8. The AMOLED display panel of claim 7, wherein when the driving
circuit of the AMOLED display panel keeps at the charge-storage
stage, the fourth TFT and the fifth TFT are turned off; the first
TFT and the third TFT are turned on; the storage capacitor is
charged by the first TFT, the second TFT, and the third TFT through
the data line; the OLED does not emit light.
9. The AMOLED display panel of claim 8, wherein voltage across the
charged storage capacitor is Vdata-Vth, where Vdata indicates data
signal voltage of the data line, and Vth indicates threshold
voltage of the second TFT.
10. The AMOLED display panel of claim 7, wherein when the driving
circuit of the AMOLED display panel keeps at the
illumination-display stage, the first TFT and the third TFT are
turned off; the fourth TFT and the fifth TFT are turned on;
luminance of the OLED is controlled by the storage capacitor
through the first TFT.
Description
BACKGROUND
1. Field of the Disclosure
The present disclosure relates to the field of a display technique,
and more particularly, to a driving circuit for an active-matrix
organic light-emitting diode (AMOLED) display panel and an AMOLED
display panel with the driving circuit.
2. Description of the Related Art
Please refer to FIG. 1 illustrating a circuit diagram of a pixel
driving circuit of an active-matrix organic light-emitting diode
(AMOLED) display panel of the related art. The pixel driving
circuit includes a first thin-film transistor (TFT) T11, a second
thin-film transistor (TFT) T12, a storage capacitor C11, and an
organic light-emitting diode (OLED) D11.
A scanning signal SCAN is received by a gate of the first TFT T11.
A data signal DATA is received by a source of the first TFT T11. A
drain of the first TFT T11 is electrically connected to one
terminal of the storage capacitor C11. A gate of the second TFT T12
is electrically connected to the terminal of the storage capacitor
C11. A source of the second TFT T12 is electrically connected to a
driving voltage Ovdd. A drain of the second TFT T12 is electrically
connected to an anode of the OLED D11. The other terminal of the
storage capacitor C11 is electrically connected to the source of
the second TFT T12. A cathode of the OLED D11 is electrically
connected to a driving voltage Ovss. In this way, the luminance of
the OLED D11 is well controlled with the data signal DATA.

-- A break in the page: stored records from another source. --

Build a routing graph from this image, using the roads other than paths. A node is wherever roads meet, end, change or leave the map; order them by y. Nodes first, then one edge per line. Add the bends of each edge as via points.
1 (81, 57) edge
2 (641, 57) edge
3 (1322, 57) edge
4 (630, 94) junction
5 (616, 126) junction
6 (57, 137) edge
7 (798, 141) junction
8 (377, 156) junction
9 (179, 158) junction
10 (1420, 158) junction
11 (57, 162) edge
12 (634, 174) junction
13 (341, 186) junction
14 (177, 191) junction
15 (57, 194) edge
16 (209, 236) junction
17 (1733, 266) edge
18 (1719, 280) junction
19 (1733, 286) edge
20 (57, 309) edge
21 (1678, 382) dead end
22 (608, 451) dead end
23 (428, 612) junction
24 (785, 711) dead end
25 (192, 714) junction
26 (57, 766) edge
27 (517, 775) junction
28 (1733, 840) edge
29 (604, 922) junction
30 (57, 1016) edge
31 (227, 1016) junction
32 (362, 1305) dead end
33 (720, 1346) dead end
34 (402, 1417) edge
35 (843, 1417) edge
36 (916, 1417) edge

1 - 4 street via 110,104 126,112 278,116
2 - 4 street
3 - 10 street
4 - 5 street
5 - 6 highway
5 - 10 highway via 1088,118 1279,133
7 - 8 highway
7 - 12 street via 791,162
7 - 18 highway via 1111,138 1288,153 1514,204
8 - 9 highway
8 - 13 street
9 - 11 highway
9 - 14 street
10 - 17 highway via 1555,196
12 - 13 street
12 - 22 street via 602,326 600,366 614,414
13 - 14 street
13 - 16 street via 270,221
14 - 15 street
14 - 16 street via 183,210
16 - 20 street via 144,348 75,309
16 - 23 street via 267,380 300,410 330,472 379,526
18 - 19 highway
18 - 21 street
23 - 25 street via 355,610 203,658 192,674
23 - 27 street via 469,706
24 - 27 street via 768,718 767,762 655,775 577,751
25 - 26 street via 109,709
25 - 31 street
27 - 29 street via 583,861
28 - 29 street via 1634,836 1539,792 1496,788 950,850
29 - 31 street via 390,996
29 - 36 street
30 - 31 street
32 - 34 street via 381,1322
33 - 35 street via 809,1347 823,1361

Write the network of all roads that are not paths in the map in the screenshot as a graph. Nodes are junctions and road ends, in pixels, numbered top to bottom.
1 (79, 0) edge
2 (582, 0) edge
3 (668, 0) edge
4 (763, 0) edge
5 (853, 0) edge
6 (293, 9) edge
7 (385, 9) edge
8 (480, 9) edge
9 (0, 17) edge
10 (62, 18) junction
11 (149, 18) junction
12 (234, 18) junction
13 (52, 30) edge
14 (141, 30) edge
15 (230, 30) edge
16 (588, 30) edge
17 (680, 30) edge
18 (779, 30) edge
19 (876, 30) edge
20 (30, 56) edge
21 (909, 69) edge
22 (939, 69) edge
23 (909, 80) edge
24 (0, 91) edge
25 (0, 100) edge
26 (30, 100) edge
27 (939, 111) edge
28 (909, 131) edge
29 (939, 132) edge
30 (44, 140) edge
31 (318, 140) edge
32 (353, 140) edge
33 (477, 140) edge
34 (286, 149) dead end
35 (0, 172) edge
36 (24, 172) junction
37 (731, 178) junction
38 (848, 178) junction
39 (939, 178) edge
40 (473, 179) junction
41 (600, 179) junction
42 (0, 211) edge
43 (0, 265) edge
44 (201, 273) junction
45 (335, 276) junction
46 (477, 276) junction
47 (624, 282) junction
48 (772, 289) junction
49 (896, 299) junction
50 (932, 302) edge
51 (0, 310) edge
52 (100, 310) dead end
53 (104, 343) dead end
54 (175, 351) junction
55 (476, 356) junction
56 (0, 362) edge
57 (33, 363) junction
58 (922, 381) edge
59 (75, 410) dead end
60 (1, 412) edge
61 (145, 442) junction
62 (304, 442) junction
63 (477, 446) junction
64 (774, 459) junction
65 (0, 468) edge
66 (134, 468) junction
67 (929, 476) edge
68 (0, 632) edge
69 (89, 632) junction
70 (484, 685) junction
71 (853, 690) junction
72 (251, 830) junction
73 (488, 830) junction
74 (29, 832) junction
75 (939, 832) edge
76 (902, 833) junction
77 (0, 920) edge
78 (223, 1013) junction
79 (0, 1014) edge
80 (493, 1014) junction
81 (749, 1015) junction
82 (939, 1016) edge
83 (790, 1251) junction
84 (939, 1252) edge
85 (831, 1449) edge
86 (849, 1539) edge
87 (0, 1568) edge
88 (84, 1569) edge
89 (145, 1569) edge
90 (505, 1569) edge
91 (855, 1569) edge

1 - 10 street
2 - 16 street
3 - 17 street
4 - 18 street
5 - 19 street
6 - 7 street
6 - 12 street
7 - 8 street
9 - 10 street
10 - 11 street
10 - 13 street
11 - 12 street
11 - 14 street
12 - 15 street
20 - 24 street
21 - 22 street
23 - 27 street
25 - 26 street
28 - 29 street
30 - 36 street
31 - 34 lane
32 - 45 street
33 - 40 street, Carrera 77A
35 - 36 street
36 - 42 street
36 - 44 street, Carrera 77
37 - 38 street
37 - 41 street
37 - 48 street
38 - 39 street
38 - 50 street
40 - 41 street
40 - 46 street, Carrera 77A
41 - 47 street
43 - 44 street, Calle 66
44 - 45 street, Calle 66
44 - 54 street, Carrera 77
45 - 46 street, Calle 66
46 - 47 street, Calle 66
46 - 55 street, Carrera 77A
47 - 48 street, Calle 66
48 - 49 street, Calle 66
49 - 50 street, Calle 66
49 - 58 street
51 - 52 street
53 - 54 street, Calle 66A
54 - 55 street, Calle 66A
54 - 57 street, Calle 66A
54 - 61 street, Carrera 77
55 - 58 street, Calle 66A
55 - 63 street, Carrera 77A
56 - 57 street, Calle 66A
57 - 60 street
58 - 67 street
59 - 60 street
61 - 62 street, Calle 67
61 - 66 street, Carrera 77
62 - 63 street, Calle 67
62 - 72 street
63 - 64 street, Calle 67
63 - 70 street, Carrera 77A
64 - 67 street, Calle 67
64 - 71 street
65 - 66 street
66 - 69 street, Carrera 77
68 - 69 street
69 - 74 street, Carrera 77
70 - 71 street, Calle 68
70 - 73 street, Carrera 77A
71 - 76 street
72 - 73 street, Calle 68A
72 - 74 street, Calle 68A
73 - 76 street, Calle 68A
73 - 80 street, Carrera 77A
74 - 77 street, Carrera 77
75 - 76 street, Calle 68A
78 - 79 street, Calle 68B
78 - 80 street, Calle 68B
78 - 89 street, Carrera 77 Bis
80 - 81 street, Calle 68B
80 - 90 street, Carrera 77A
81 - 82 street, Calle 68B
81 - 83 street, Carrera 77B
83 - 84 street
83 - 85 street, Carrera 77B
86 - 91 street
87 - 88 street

The threshold voltage of the second TFT T12 of each of the pixel
circuits may be different due to some reasons like unstable
manufacturing process of the AMOLED display panel. Even if the same
data signal is applied to the second TFT T12, the luminance of the
OLED D11 may be inconsistent.
Therefore, it is necessary to provide a driving circuit for an
AMOLED display panel and an AMOLED display panel with the driving
circuit to solve the problem of the related art.
SUMMARY
An object of the present disclosure is to propose a driving circuit
for an active-matrix organic light-emitting diode (AMOLED) display
panel and the AMOLED display panel to improve uniformity of display
brightness of the AMOLED display panel to solve the problem of the
AMOLED display panel of the related art that the AMOLED display
panel has poorer uniformity of display brightness due to
inconsistency of the threshold voltage of first thin-film
transistors (TFTs).
According to a first aspect of the present disclosure, a driving
circuit for an active-matrix organic light-emitting diode (AMOLED)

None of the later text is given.